An interesting observation from that page:
"Thus the highly specific "inventor of the first train-coupling device" might become "a revolutionary titan of industry." It is like shouting louder and louder that a portrait shows a uniquely important person, while the portrait itself is fading from a sharp photograph into a blurry, generic sketch. The subject becomes simultaneously less specific and more exaggerated."
To me that seems like we're mistaken in mixing fiction and non-fiction in AI training data. The "a revolutionary titan of industry" makes sense if you where reading a novel where something like 90% of a book is describing the people, locations, objects and circumstances.

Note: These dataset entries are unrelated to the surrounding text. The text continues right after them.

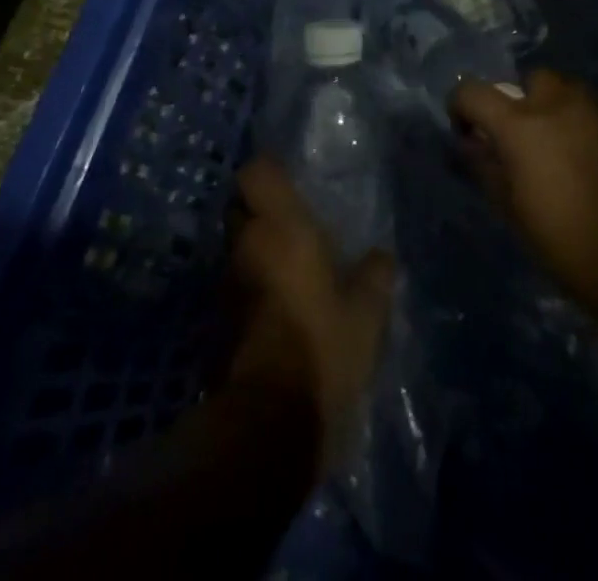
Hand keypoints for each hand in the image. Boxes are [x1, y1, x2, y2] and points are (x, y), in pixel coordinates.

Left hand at [227, 155, 394, 469]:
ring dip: (254, 252)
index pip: (256, 172)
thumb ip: (375, 277)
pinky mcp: (215, 320)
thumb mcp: (366, 316)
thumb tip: (382, 256)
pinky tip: (276, 307)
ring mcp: (226, 282)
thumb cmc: (321, 349)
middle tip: (292, 227)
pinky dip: (249, 287)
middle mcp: (246, 244)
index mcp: (282, 227)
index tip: (291, 185)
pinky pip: (233, 285)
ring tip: (287, 270)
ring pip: (235, 247)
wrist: (267, 424)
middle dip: (259, 212)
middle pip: (239, 207)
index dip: (269, 173)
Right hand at [452, 69, 597, 305]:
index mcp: (518, 122)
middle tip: (525, 139)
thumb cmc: (563, 237)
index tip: (468, 133)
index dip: (461, 108)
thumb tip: (472, 144)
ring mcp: (595, 109)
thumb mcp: (511, 208)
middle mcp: (556, 101)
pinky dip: (585, 126)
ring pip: (567, 92)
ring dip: (556, 110)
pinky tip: (591, 161)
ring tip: (560, 148)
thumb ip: (486, 166)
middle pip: (530, 80)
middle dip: (523, 101)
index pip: (472, 92)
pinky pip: (594, 113)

The author of a novel would want to use exaggeration and more colourful words to underscore a uniquely important person, but "this week in trains" would probably de-emphasize the person and focus on the train-coupler.
The funny thing about this is that this also appears in bad human writing. We would be better off if vague statements like this were eliminated altogether, or replaced with less fantastical but verifiable statements. If this means that nothing of the article is left then we have killed two birds with one stone.
That's actually putting into words, what I couldn't, but felt similar. Spectacular quote
That sounds like Flanderization to me https://en.wikipedia.org/wiki/Flanderization
From my experience with LLMs that's a great observation.
I particularly like (what I assume is) the subtle paean to Ted Chiang's "Blurry Jpeg of the Web" in there.
<https://www.newyorker.com/tech/annals-of-technology/chatgpt-...>
Outstanding. Praise wikipedia, despite any shortcomings wow, isn't it such a breath of fresh air in the world of 2026.
I think that's a general guideline to identify "propaganda", regardless of the source. I've seen people in person write such statements with their own hands/fingers, and I know many people who speak like that (shockingly, most of them are in management).
Lots of those points seems to get into the same idea which seems like a good balance. It's the language itself that is problematic, not how the text itself came to be, so makes sense to 100% target what language the text is.
Hopefully those guidelines make all text on Wikipedia better, not just LLM produced ones, because they seem like generally good guidelines even outside the context of LLMs.